■ **What you need to do**:
The lines to copy run from the one containing "Turn all roads" to the end of the records below; repeat them exactly and include nothing else.

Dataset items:
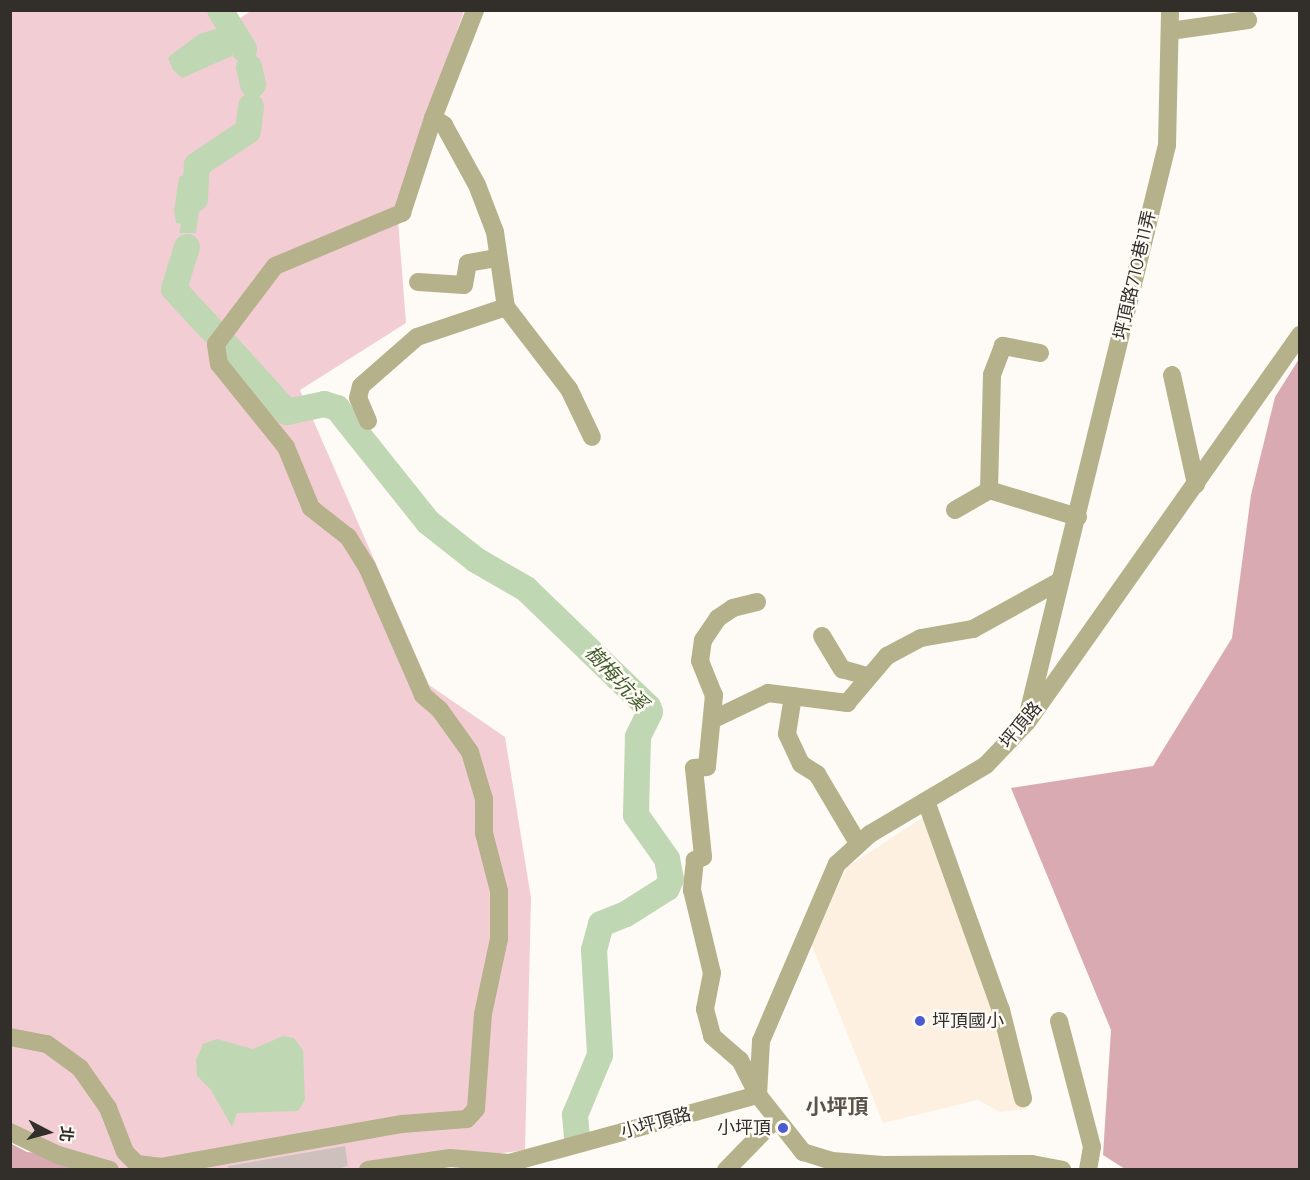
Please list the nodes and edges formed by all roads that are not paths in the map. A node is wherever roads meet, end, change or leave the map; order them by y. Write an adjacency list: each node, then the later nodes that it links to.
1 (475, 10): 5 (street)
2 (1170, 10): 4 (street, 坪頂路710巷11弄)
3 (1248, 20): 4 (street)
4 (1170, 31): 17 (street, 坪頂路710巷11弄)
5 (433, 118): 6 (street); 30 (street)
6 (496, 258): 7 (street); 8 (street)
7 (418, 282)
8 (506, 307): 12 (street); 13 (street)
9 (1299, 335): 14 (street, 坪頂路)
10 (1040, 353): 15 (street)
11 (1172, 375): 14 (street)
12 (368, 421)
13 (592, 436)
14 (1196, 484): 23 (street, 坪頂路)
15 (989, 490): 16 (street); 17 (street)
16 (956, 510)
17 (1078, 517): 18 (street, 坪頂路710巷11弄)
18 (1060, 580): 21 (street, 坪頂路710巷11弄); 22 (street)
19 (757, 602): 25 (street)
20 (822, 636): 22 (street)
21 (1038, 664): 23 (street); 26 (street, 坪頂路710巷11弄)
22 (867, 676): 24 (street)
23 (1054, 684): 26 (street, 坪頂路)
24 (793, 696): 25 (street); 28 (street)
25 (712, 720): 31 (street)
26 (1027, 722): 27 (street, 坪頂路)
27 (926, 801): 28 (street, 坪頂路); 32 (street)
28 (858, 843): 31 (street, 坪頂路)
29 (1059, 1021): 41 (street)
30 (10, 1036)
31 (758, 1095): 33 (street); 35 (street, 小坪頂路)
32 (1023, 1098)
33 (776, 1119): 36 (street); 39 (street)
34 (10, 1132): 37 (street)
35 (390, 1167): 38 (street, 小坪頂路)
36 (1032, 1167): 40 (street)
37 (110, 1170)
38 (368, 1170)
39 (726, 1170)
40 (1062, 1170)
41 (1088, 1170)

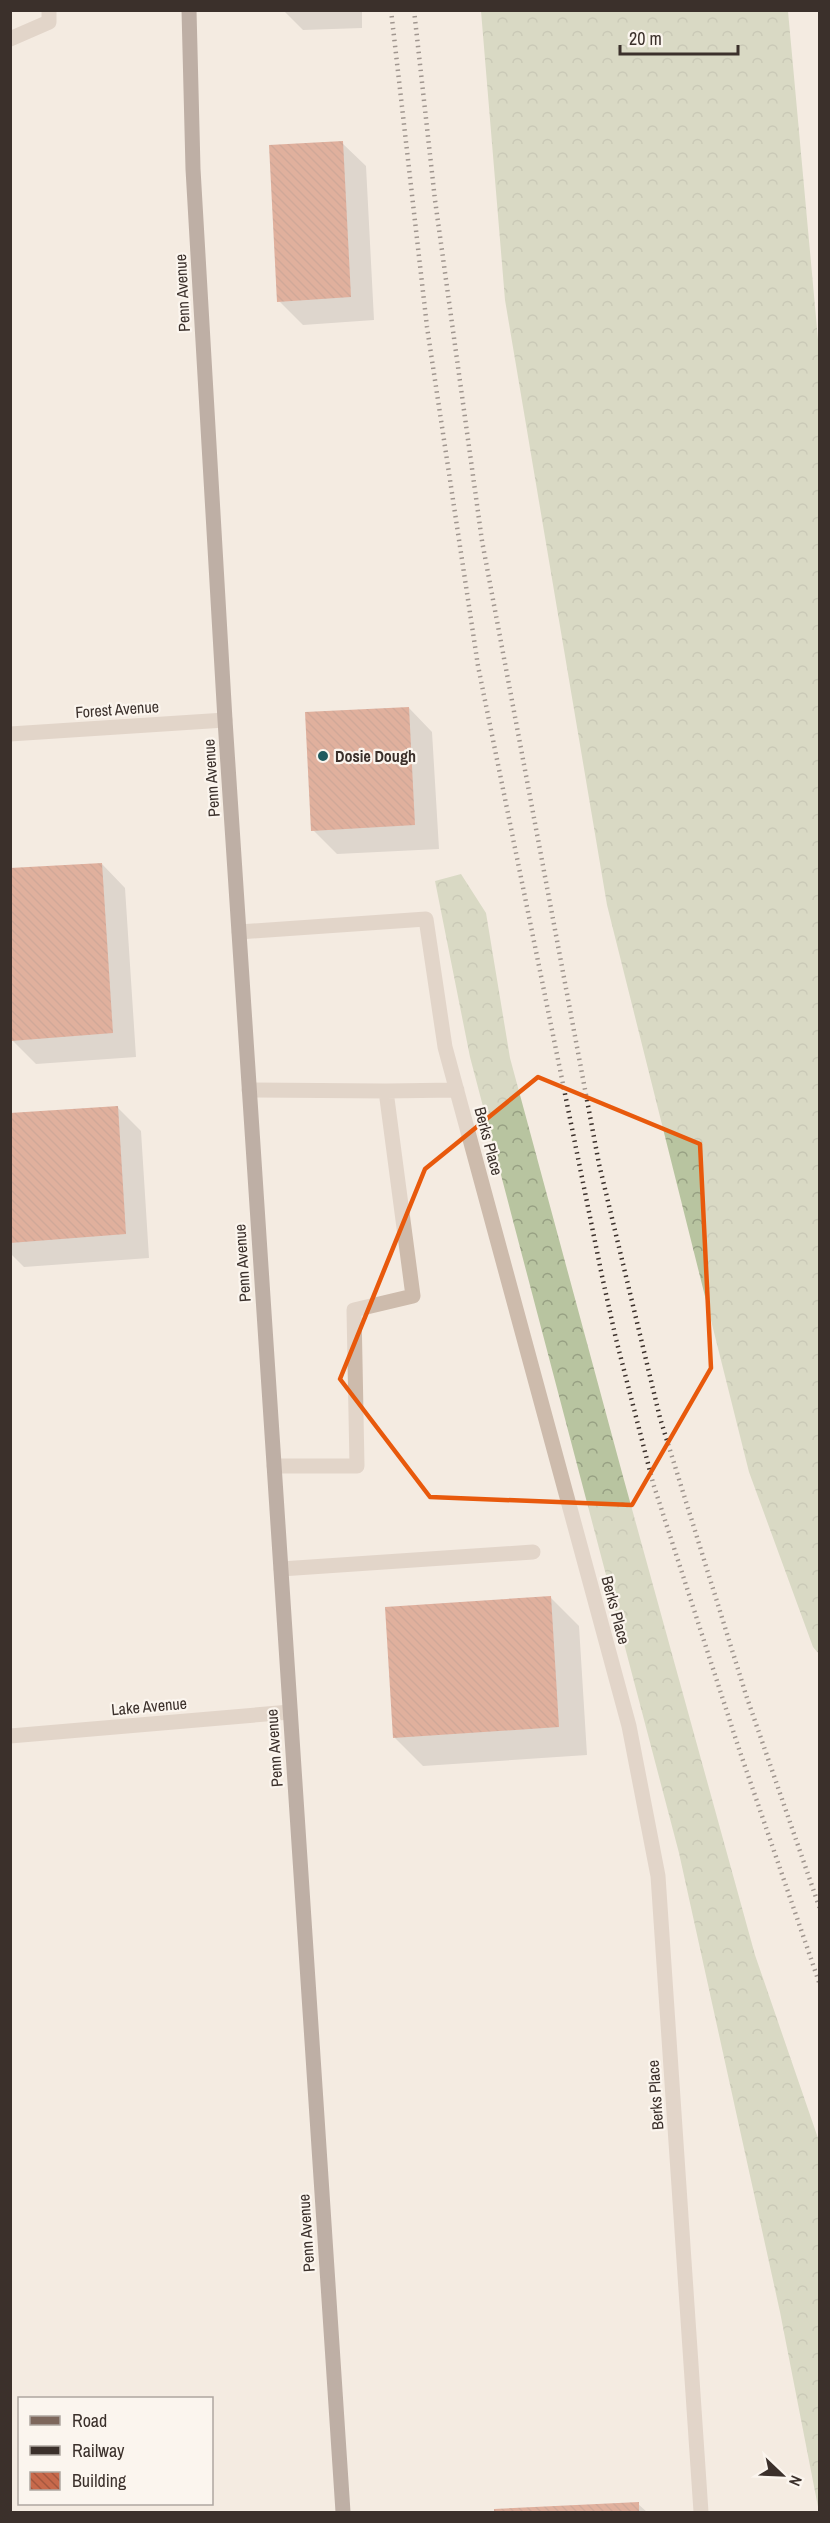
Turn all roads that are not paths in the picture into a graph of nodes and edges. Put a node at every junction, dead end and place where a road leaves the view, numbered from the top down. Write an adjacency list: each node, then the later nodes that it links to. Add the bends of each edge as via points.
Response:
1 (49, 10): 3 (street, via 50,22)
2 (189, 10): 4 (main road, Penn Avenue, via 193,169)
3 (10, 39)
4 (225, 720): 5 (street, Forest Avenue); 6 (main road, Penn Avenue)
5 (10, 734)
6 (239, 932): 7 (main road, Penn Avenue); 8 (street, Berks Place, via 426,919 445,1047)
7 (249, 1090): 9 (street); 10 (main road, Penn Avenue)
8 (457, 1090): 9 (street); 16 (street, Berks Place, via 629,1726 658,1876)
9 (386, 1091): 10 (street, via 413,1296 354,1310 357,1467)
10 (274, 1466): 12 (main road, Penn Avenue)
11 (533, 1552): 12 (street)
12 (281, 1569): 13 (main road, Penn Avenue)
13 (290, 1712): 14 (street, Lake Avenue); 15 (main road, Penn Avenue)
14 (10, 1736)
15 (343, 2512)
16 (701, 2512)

■ **Output**:
Turn all roads that are not paths in the picture into a graph of nodes and edges. Put a node at every junction, dead end and place where a road leaves the view, numbered from the top down. Write an adjacency list: each node, then the later nodes that it links to. Add the bends of each edge as via points.
Response:
1 (49, 10): 3 (street, via 50,22)
2 (189, 10): 4 (main road, Penn Avenue, via 193,169)
3 (10, 39)
4 (225, 720): 5 (street, Forest Avenue); 6 (main road, Penn Avenue)
5 (10, 734)
6 (239, 932): 7 (main road, Penn Avenue); 8 (street, Berks Place, via 426,919 445,1047)
7 (249, 1090): 9 (street); 10 (main road, Penn Avenue)
8 (457, 1090): 9 (street); 16 (street, Berks Place, via 629,1726 658,1876)
9 (386, 1091): 10 (street, via 413,1296 354,1310 357,1467)
10 (274, 1466): 12 (main road, Penn Avenue)
11 (533, 1552): 12 (street)
12 (281, 1569): 13 (main road, Penn Avenue)
13 (290, 1712): 14 (street, Lake Avenue); 15 (main road, Penn Avenue)
14 (10, 1736)
15 (343, 2512)
16 (701, 2512)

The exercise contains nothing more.